§ **TASK DATA**:
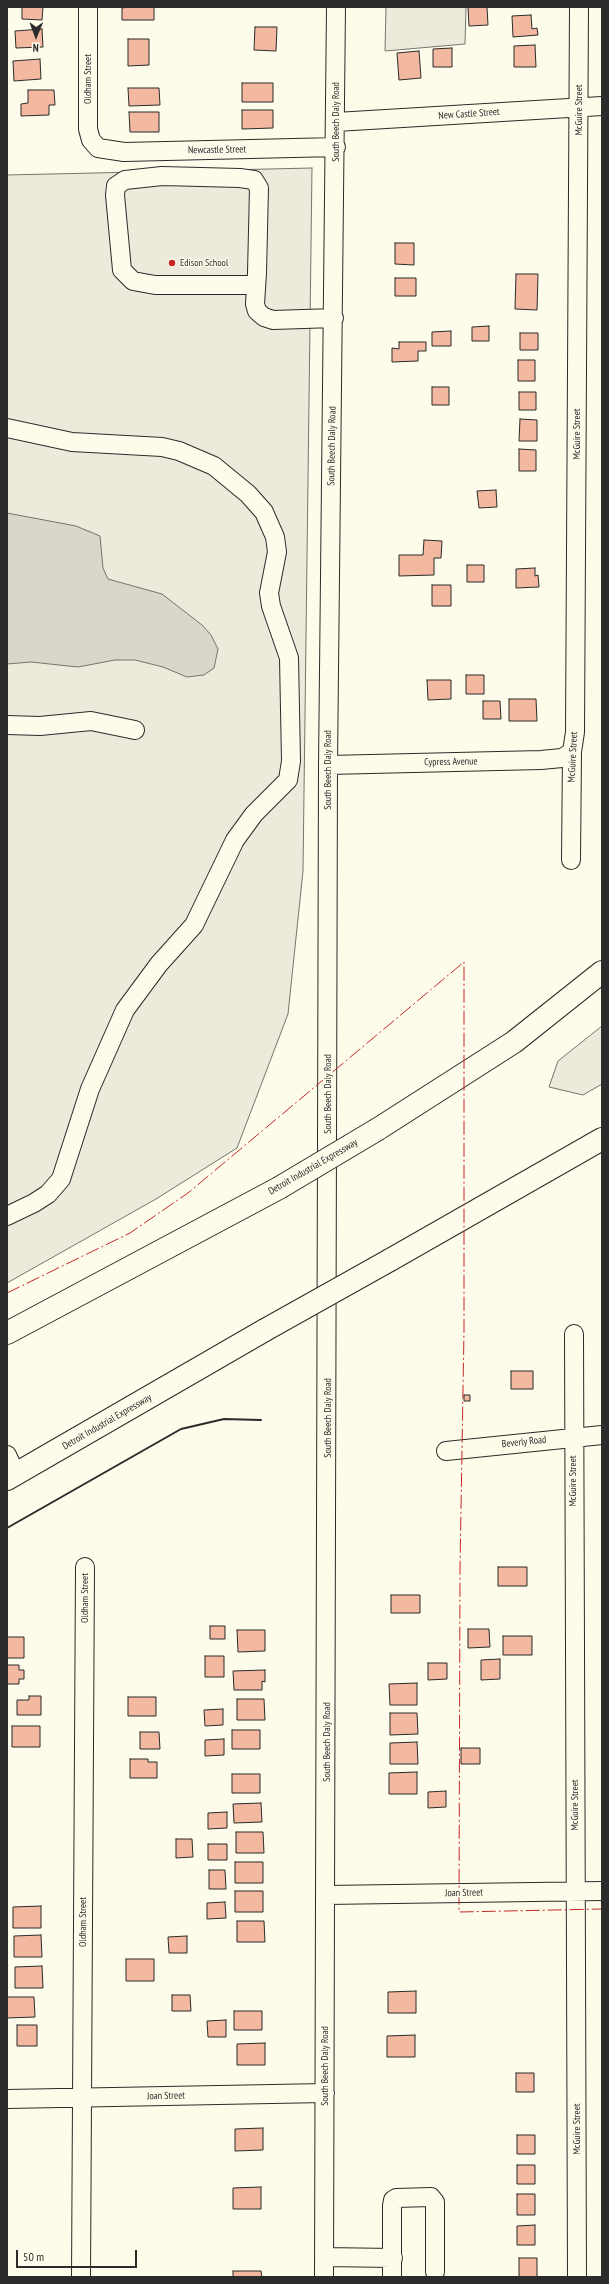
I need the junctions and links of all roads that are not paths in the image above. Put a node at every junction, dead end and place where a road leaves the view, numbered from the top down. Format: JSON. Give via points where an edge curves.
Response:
{"nodes":[{"id":1,"x":88,"y":7,"type":"edge"},
{"id":2,"x":336,"y":7,"type":"edge"},
{"id":3,"x":579,"y":7,"type":"edge"},
{"id":4,"x":602,"y":106,"type":"edge"},
{"id":5,"x":579,"y":108,"type":"junction"},
{"id":6,"x":336,"y":122,"type":"junction"},
{"id":7,"x":336,"y":147,"type":"junction"},
{"id":8,"x":98,"y":148,"type":"joint"},
{"id":9,"x":256,"y":285,"type":"junction"},
{"id":10,"x":334,"y":318,"type":"junction"},
{"id":11,"x":7,"y":428,"type":"edge"},
{"id":12,"x":7,"y":725,"type":"edge"},
{"id":13,"x":135,"y":730,"type":"dead end"},
{"id":14,"x":572,"y":752,"type":"junction"},
{"id":15,"x":328,"y":765,"type":"junction"},
{"id":16,"x":571,"y":860,"type":"dead end"},
{"id":17,"x":602,"y":972,"type":"edge"},
{"id":18,"x":602,"y":1139,"type":"edge"},
{"id":19,"x":7,"y":1216,"type":"edge"},
{"id":20,"x":7,"y":1334,"type":"edge"},
{"id":21,"x":574,"y":1334,"type":"dead end"},
{"id":22,"x":602,"y":1435,"type":"edge"},
{"id":23,"x":572,"y":1437,"type":"junction"},
{"id":24,"x":446,"y":1451,"type":"dead end"},
{"id":25,"x":10,"y":1469,"type":"edge"},
{"id":26,"x":85,"y":1567,"type":"dead end"},
{"id":27,"x":602,"y":1890,"type":"edge"},
{"id":28,"x":576,"y":1891,"type":"junction"},
{"id":29,"x":326,"y":1896,"type":"junction"},
{"id":30,"x":325,"y":2094,"type":"junction"},
{"id":31,"x":82,"y":2097,"type":"junction"},
{"id":32,"x":7,"y":2099,"type":"edge"},
{"id":33,"x":324,"y":2257,"type":"junction"},
{"id":34,"x":393,"y":2258,"type":"junction"},
{"id":35,"x":435,"y":2272,"type":"dead end"},
{"id":36,"x":81,"y":2277,"type":"edge"},
{"id":37,"x":324,"y":2277,"type":"edge"},
{"id":38,"x":392,"y":2277,"type":"edge"},
{"id":39,"x":577,"y":2277,"type":"edge"}],
"edges":[{"from":1,"to":8,"type":"street","name":"Oldham Street","via":[[88,129],[91,140]]},
{"from":2,"to":6,"type":"street","name":"South Beech Daly Road"},
{"from":3,"to":5,"type":"street","name":"McGuire Street"},
{"from":4,"to":5,"type":"street","name":"New Castle Street"},
{"from":5,"to":6,"type":"street","name":"New Castle Street"},
{"from":5,"to":14,"type":"street","name":"McGuire Street","via":[[575,716]]},
{"from":6,"to":7,"type":"street","name":"South Beech Daly Road"},
{"from":7,"to":8,"type":"street","name":"Newcastle Street","via":[[124,152]]},
{"from":7,"to":10,"type":"street","name":"South Beech Daly Road"},
{"from":9,"to":9,"type":"street","via":[[259,188],[254,180],[162,176],[125,180],[116,186],[122,270],[133,281],[155,285]]},
{"from":9,"to":10,"type":"street","via":[[255,304],[264,317],[282,320]]},
{"from":10,"to":15,"type":"street","name":"South Beech Daly Road"},
{"from":11,"to":19,"type":"street","via":[[72,442],[162,446],[179,451],[214,466],[248,494],[264,512],[277,552],[269,593],[271,606],[289,658],[291,761],[288,780],[254,814],[235,840],[194,925],[151,974],[125,1010],[90,1089],[61,1179],[48,1194]]},
{"from":12,"to":13,"type":"street","via":[[40,726],[91,721]]},
{"from":14,"to":15,"type":"street","name":"Cypress Avenue","via":[[562,758],[541,760]]},
{"from":14,"to":16,"type":"street","name":"McGuire Street"},
{"from":15,"to":29,"type":"street","name":"South Beech Daly Road"},
{"from":17,"to":20,"type":"highway","name":"Detroit Industrial Expressway","bridge":true,"via":[[514,1042],[378,1129],[279,1188]]},
{"from":18,"to":25,"type":"highway","name":"Detroit Industrial Expressway","bridge":true,"via":[[265,1330]]},
{"from":21,"to":23,"type":"street","name":"McGuire Street"},
{"from":22,"to":23,"type":"street","name":"Beverly Road"},
{"from":23,"to":24,"type":"street","name":"Beverly Road"},
{"from":23,"to":28,"type":"street","name":"McGuire Street"},
{"from":26,"to":31,"type":"street","name":"Oldham Street"},
{"from":27,"to":28,"type":"street","name":"Joan Street"},
{"from":28,"to":29,"type":"street","name":"Joan Street"},
{"from":28,"to":39,"type":"street","name":"McGuire Street"},
{"from":29,"to":30,"type":"street","name":"South Beech Daly Road"},
{"from":30,"to":31,"type":"street","name":"Joan Street"},
{"from":30,"to":33,"type":"street","name":"South Beech Daly Road"},
{"from":31,"to":32,"type":"street","name":"Joan Street"},
{"from":31,"to":36,"type":"street","name":"Oldham Street"},
{"from":33,"to":34,"type":"street"},
{"from":33,"to":37,"type":"street","name":"South Beech Daly Road"},
{"from":34,"to":35,"type":"street","via":[[393,2200],[431,2197],[435,2202]]},
{"from":34,"to":38,"type":"street"}]}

§ **PROBLEM TO WORK ON**: Filter the data for the string "highway" and copy every line that has it.

§ **YOUR SOLUTION**:
{"from":17,"to":20,"type":"highway","name":"Detroit Industrial Expressway","bridge":true,"via":[[514,1042],[378,1129],[279,1188]]},
{"from":18,"to":25,"type":"highway","name":"Detroit Industrial Expressway","bridge":true,"via":[[265,1330]]},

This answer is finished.